I asked Joe if he changes his routine when the team’s slumping. “No, it doesn’t really change,” he said. “We try to be consistent with our routine. You might start analyzing swings a little bit more. You might have a little more video time. I try to see a difference from when they were going good versus when they went bad. If I notice a difference, I’ll try to present that to the player. I try to get them feeling good about handling the bat. I try to not let them leave the cage on a negative. The coaches are in the business to try and help people succeed. I love to teach. I love to help people. I love to try to help others find success.
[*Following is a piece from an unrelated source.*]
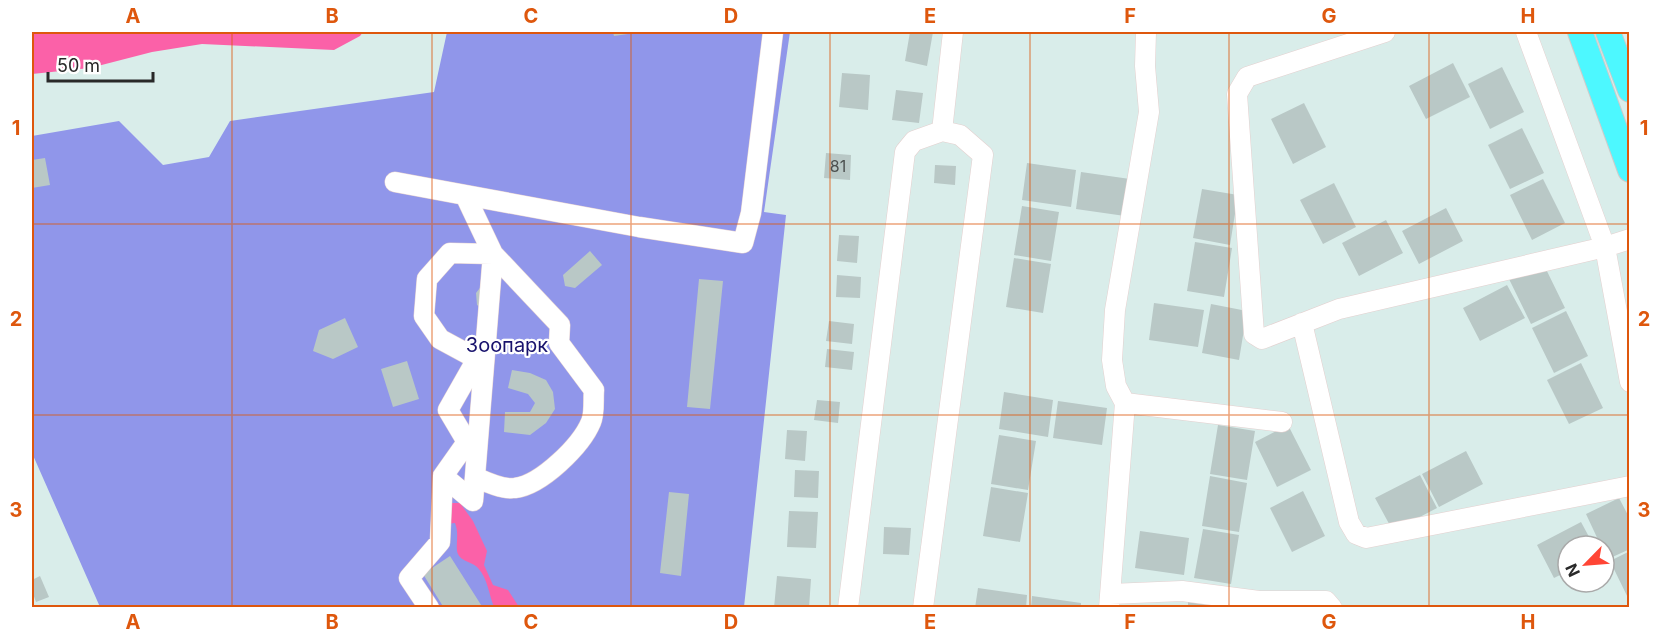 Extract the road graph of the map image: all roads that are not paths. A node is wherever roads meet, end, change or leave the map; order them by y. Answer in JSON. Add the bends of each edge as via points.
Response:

I can’t achieve that as a player anymore. I’m never going to go up to the plate again holding a bat.”

Joe was drafted by the Dodgers in 1982 and played in the minors for several years. He was about to be called up to the majors when he broke his thumb, then came down with desert fever — which took him two years to recuperate from. When he did, the Dodgers took him on as a minor league coach. He managed and coached at various levels before coming to the Twins’ organization in 2002.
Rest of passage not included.